26. Hermipo dice que, estando en guerra agrigentinos y siracusanos, salió
Pitágoras con sus discípulos y secuaces en favor de los agrigentinos; y que
derrotados éstos, iba girando junto a un campo de habas, donde lo mataron los
siracusanos. Los demás hasta 35 fueron quemados en Taranto,
queriendo oponerse a los primeros ciudadanos en el gobierno de la república.
Otra cosa dice también de Pitágoras Hermipo, y es: «Que pasado a Italia, se hizo
una habitación subterránea y mandó a su madre notase por escrito cuanto
sucedía, señalando también el tiempo; luego se entró en el subterráneo, dándole
su madre escritas cuantas cosas acaecían fuera. Que pasado tiempo, salió
Pitágoras flaco y macilento, y congregando gentes, dijo que volvía del infierno;
y les iba contando las cosas acontecidas.

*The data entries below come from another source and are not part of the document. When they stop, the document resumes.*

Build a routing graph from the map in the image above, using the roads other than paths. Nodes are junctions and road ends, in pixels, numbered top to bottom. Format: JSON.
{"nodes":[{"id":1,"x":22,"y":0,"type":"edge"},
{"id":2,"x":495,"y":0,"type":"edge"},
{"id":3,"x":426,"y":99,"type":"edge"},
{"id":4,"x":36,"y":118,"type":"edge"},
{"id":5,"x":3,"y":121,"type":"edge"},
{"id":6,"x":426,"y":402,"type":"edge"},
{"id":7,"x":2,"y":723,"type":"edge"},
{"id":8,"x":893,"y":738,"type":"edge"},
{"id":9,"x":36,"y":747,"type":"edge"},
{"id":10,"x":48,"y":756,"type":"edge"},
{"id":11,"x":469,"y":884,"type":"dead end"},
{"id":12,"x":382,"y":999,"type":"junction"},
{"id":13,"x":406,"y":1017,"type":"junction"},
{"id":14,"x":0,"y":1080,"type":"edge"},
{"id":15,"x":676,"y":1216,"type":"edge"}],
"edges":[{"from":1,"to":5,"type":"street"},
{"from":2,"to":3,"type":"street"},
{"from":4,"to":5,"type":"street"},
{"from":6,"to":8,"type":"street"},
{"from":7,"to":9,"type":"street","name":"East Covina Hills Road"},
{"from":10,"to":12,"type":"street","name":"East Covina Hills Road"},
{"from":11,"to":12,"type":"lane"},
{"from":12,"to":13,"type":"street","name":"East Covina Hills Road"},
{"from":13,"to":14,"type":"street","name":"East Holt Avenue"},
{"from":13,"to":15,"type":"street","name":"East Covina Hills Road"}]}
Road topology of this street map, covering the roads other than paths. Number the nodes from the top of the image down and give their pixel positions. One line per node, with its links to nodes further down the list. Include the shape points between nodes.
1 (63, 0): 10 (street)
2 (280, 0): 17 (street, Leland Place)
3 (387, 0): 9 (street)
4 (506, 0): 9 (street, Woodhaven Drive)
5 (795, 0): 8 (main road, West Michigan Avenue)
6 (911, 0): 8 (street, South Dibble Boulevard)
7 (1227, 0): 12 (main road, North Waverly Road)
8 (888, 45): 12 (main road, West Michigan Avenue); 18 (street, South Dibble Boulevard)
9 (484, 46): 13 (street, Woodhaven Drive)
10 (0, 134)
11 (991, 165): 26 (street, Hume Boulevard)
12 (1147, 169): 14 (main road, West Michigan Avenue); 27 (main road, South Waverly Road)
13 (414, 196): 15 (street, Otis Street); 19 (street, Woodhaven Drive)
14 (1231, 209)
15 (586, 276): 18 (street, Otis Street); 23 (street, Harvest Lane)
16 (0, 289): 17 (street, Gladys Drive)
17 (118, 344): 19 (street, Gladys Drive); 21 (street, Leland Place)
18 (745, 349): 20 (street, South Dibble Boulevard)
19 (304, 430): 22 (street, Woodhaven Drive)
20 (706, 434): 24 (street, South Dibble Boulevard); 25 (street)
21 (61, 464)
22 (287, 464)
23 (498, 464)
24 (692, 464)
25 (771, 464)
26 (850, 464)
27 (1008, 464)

Que los oyentes, conmovidos de lo que
había dicho, prorrumpiendo en lágrimas y lamentos, y creyeron en Pitágoras algo
de divino, de manera que le entregaron sus mujeres para que aprendiesen sus
preceptos; de donde vino que fueron llamadas Pitagóricas». Hasta aquí Hermipo.

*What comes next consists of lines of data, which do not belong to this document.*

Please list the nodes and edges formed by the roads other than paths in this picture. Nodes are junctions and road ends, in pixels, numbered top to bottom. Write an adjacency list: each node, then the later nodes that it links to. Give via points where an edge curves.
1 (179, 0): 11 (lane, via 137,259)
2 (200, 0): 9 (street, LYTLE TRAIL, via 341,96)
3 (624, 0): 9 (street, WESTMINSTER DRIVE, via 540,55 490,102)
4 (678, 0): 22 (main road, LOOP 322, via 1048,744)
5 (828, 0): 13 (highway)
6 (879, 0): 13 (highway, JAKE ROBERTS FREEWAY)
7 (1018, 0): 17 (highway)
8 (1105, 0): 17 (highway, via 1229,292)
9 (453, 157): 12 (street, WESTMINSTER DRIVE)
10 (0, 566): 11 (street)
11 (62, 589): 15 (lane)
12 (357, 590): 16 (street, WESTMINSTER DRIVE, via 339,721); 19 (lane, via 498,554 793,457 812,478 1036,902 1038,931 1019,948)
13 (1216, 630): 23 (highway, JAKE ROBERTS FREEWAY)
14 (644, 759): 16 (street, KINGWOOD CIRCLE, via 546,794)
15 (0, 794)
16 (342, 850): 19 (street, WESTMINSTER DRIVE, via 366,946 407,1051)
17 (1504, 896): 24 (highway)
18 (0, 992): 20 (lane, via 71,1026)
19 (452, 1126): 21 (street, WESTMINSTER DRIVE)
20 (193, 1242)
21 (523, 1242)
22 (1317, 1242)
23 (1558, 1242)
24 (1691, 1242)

27. La mujer de Pitágoras se llamaba Téano, hija de Brotino Crotoniata; bien que
algunos la hacen mujer de Brotino y discípula de Pitágoras. Tenía también una
hija llamada Damo, como dice Lisis en la Epístola a Hiparco, hablando de
Pitágoras en esta forma: «Dicen muchos que tú filosofas popularmente, lo cual
lo tenía Pitágoras por cosa impropia e indigna; el cual, encargando a su hija
Damo sus Comentarios, mandó que a nadie de fuera de casa los confiase;
y ella, pudiendo venderlos por mucho dinero, no quiso, teniendo por más preciosa
que el oro la pobreza junta con los preceptos de su padre, y esto siendo mujer.»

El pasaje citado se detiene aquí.